The Delhi High Court on Friday allowed former Union Minister M.J. Akbar’s plea seeking an early hearing of his appeal challenging a trial court order acquitting journalist Priya Ramani in a criminal defamation case filed by him over her allegations of sexual harassment. The High Court has listed the appeal for hearing on April 26.
In his application, Mr. Akbar said that he was a senior citizen and a senior journalist. He noted that two years have passed since the filing of his appeal and urged the court for an early hearing. On January 13, 2022, the High Court agreed to examine Mr. Akbar’s appeal against the trial court order and admitted the appeal. It has also issued a notice to Ms. Ramani in the case.
Ms. Ramani’s counsel said that the only grounds mentioned in the application for an expeditious hearing of the appeal is that Mr. Akbar is still aggrieved by the alleged defamation caused in 2018 for which Ms. Ramani has already faced trial and has been acquitted by the trial court.
‘Defamation, not sexual harassment’
In his appeal, Mr. Akbar has contended that the trial court decided his criminal defamation case on the basis of surmises and conjecture, and as though it was a case of sexual harassment.
“The trial court has erred in considering the instant case as a complaint for sexual harassment when it was, in fact, a complaint for defamation.... The trial court ought to have considered the evidence presented by the respondent [Ms. Ramani] herein from the perspective of a defamation case as the respondent has presented no admissible corroboratory evidence, other than her own testimony,” Mr. Akbar’s appeal said.

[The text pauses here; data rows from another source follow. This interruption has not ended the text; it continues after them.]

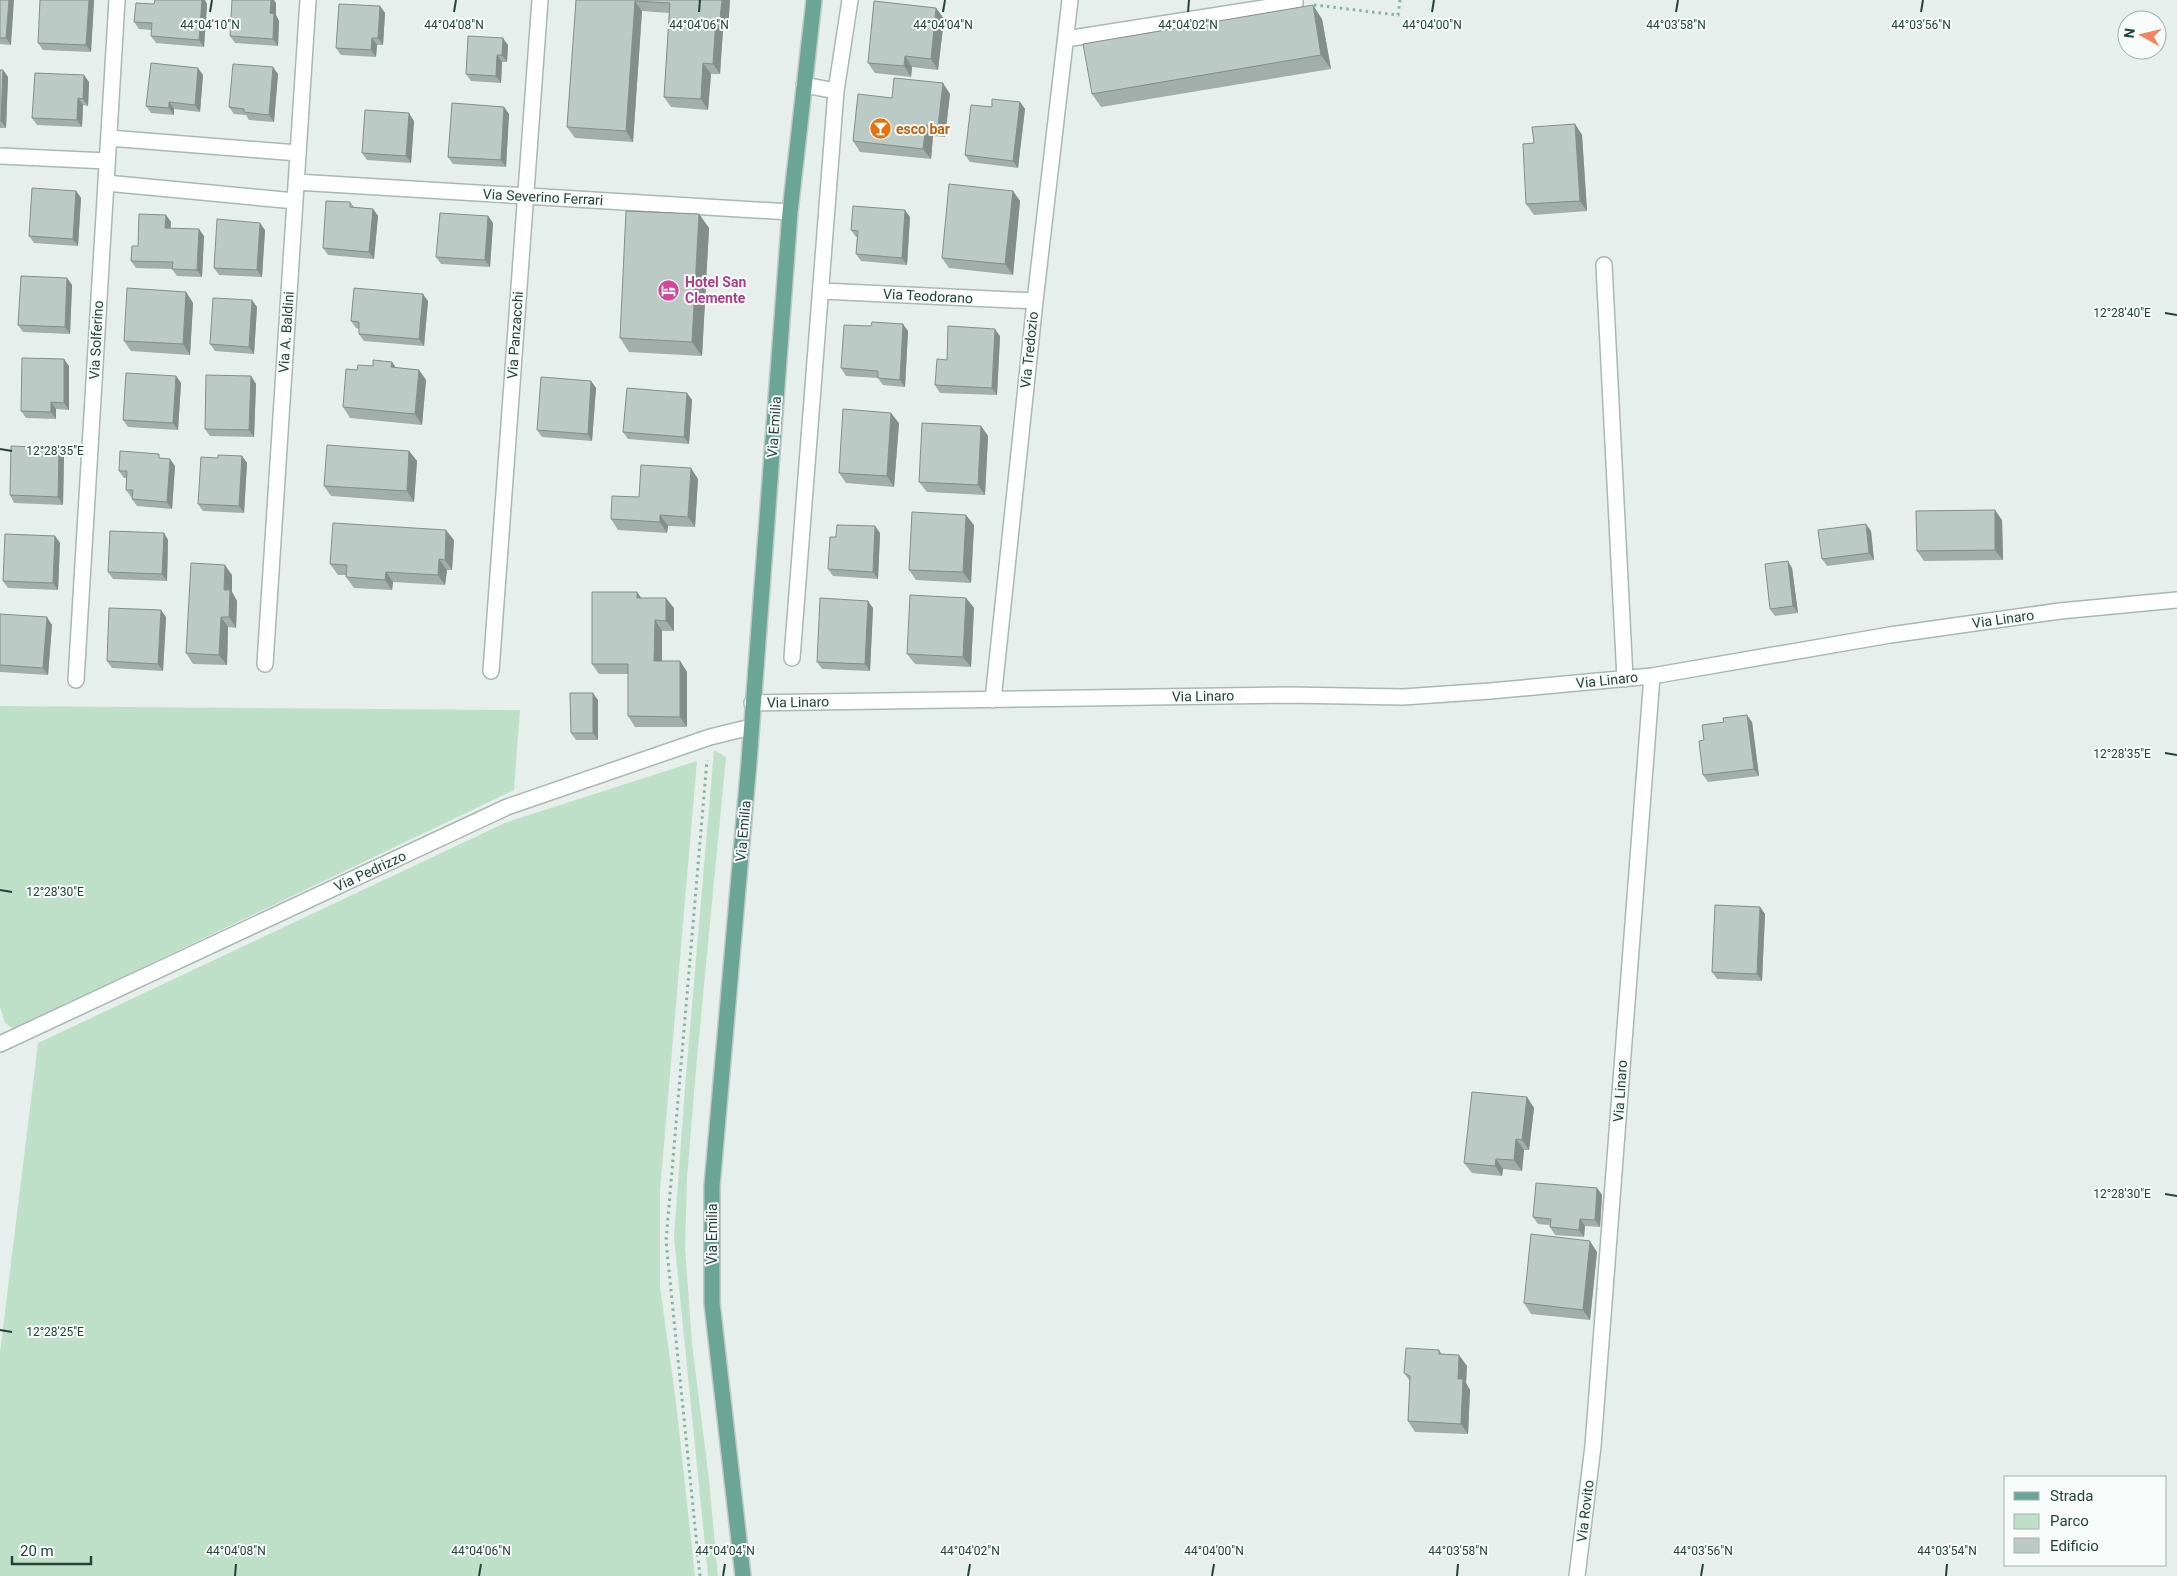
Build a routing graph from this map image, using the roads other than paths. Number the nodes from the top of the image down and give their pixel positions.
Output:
1 (117, 0) edge
2 (308, 0) edge
3 (540, 0) edge
4 (814, 0) edge
5 (850, 0) edge
6 (1070, 0) edge
7 (1295, 2) edge
8 (1066, 39) junction
9 (804, 85) junction
10 (836, 91) junction
11 (109, 138) junction
12 (298, 154) junction
13 (0, 156) edge
14 (107, 161) junction
15 (296, 182) junction
16 (106, 183) junction
17 (525, 196) junction
18 (295, 201) junction
19 (790, 212) junction
20 (1604, 265) dead end
21 (822, 291) junction
22 (1034, 301) junction
23 (2177, 600) edge
24 (792, 658) dead end
25 (265, 664) dead end
26 (491, 671) dead end
27 (1652, 676) junction
28 (1625, 679) junction
29 (76, 680) dead end
30 (993, 700) junction
31 (752, 703) junction
32 (751, 727) junction
33 (0, 1044) edge
34 (1592, 1446) joint
35 (743, 1576) edge
36 (1577, 1576) edge

1 - 11 street, Via Solferino
2 - 12 street, Via A. Baldini
3 - 17 street, Via Panzacchi
4 - 9 main road, Via Emilia
5 - 10 street
6 - 8 street, Via Tredozio
7 - 8 street
8 - 22 street, Via Tredozio
9 - 10 street
9 - 19 main road, Via Emilia
10 - 21 street
11 - 12 street
11 - 14 street, Via Solferino
12 - 15 street, Via A. Baldini
13 - 14 street
14 - 16 street, Via Solferino
15 - 17 street, Via Severino Ferrari
15 - 18 street, Via A. Baldini
16 - 18 street
16 - 29 street, Via Solferino
17 - 19 street, Via Severino Ferrari
17 - 26 street, Via Panzacchi
18 - 25 street, Via A. Baldini
19 - 31 main road, Via Emilia
20 - 28 street
21 - 22 street, Via Teodorano
21 - 24 street
22 - 30 street, Via Tredozio
23 - 27 street, Via Linaro
27 - 28 street, Via Linaro
27 - 34 street, Via Linaro
28 - 30 street, Via Linaro
30 - 31 street, Via Linaro
31 - 32 main road, Via Emilia
32 - 33 street, Via Pedrizzo
32 - 35 main road, Via Emilia
34 - 36 street, Via Rovito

The former Minister has also claimed that the trial court “gravely erred” in observing that he did not have a stellar reputation and ignored well-established principles of criminal jurisprudence.

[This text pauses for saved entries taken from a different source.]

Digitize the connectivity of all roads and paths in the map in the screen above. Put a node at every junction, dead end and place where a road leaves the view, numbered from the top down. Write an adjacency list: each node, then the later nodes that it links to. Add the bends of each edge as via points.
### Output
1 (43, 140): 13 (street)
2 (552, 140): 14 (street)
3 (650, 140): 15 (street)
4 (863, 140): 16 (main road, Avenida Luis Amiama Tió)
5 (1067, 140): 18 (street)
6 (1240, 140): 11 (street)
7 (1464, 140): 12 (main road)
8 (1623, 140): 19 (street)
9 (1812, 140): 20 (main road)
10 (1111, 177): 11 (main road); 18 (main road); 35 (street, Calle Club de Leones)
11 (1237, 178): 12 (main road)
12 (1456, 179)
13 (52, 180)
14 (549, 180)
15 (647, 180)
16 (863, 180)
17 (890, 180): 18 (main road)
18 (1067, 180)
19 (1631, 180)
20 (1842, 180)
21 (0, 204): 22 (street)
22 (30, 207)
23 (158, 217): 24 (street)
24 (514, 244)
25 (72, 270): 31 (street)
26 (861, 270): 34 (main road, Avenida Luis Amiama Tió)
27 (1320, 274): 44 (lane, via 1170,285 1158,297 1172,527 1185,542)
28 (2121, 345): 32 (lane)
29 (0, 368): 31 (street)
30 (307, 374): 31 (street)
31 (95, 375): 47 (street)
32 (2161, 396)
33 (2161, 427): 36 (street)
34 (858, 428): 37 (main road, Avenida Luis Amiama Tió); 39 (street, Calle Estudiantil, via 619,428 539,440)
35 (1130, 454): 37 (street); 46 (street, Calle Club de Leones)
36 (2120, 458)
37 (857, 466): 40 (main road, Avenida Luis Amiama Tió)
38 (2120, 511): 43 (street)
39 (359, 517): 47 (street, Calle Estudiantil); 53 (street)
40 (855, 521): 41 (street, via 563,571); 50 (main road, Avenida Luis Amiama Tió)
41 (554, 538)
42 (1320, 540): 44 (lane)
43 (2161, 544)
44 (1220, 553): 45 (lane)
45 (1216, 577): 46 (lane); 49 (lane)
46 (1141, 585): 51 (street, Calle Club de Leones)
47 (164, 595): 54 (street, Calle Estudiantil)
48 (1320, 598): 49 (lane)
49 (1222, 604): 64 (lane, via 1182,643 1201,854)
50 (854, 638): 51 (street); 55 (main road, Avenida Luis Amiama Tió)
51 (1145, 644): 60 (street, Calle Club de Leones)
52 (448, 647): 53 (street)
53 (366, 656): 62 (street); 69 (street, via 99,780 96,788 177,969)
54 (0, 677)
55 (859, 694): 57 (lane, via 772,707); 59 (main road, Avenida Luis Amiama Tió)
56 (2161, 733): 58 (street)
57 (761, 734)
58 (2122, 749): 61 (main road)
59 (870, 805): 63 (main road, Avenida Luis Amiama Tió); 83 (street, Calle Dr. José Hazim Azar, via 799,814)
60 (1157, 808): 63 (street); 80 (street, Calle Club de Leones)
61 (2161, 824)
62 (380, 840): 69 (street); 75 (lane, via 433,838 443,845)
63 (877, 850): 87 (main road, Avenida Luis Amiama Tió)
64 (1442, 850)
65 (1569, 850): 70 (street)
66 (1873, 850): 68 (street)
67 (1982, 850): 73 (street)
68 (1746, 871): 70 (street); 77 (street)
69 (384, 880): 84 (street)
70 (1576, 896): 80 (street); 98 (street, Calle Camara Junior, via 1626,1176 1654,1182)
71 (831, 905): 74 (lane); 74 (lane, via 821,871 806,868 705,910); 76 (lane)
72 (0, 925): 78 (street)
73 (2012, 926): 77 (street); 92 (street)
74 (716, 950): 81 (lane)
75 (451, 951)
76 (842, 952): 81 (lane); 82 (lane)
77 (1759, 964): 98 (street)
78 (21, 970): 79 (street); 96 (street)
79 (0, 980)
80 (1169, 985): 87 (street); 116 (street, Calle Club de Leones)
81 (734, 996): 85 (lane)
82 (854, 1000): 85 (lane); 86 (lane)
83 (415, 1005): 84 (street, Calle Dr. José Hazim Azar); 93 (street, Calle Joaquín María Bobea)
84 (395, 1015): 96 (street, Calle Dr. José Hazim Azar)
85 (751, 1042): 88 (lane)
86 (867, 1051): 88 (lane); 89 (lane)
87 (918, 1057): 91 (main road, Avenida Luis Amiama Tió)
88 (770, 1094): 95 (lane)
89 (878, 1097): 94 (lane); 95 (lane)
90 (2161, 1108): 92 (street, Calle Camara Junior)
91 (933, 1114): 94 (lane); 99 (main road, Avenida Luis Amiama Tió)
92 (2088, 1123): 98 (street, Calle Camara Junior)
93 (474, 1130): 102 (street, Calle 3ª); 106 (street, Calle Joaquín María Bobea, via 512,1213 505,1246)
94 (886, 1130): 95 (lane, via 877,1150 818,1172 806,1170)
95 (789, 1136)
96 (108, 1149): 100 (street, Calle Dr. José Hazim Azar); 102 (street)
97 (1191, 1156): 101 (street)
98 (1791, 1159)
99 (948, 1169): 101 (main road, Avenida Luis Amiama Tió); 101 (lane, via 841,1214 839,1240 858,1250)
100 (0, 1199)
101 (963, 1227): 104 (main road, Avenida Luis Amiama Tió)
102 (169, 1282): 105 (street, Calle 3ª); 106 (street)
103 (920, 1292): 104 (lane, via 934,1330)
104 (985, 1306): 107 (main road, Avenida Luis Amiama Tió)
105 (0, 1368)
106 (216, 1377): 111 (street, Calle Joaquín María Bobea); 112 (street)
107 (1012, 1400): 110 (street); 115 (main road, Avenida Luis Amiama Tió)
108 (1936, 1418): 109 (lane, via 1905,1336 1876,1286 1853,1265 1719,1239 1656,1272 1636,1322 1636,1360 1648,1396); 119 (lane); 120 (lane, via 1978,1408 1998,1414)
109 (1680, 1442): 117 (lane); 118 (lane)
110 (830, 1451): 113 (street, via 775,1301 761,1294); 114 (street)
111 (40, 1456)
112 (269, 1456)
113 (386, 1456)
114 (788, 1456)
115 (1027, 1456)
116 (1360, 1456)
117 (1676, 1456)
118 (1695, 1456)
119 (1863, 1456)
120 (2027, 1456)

‘Spoke out in public interest’
Mr. Akbar has challenged the trial court’s February 17, 2021 order that acquitted Ms Ramani in the case on the ground that “a woman has the right to put her grievance at any platform of her choice and even after decades”.
The trial court accepted Ms. Ramani’s argument that she spoke out against Mr. Akbar two decades after the incident took place “in public interest and for the public good”. It also accepted Ms. Ramani’s contention that Mr. Akbar “is not a man of stellar reputation”, on the basis of her testimony and the testimony of senior journalist Ghazala Wahab, who also claimed that she had been sexually harassed by Mr. Akbar.
#MeToo movement
The court also acknowledged that the #MeToo movement had provided a platform for women who had been sexually harassed to break their silence, and that Ms. Ramani was one such woman.
At the height of the #MeToo movement in 2018, Ms. Ramani had accused Mr. Akbar of sexual harassment, after which about a dozen former colleagues of Mr. Akbar also came out with different allegations against him.
Days before he resigned from his post as Minister of State for External Affairs in October 2018, Mr. Akbar filed a criminal defamation case against Ms. Ramani, citing her open letter published in a magazine and her tweets naming him.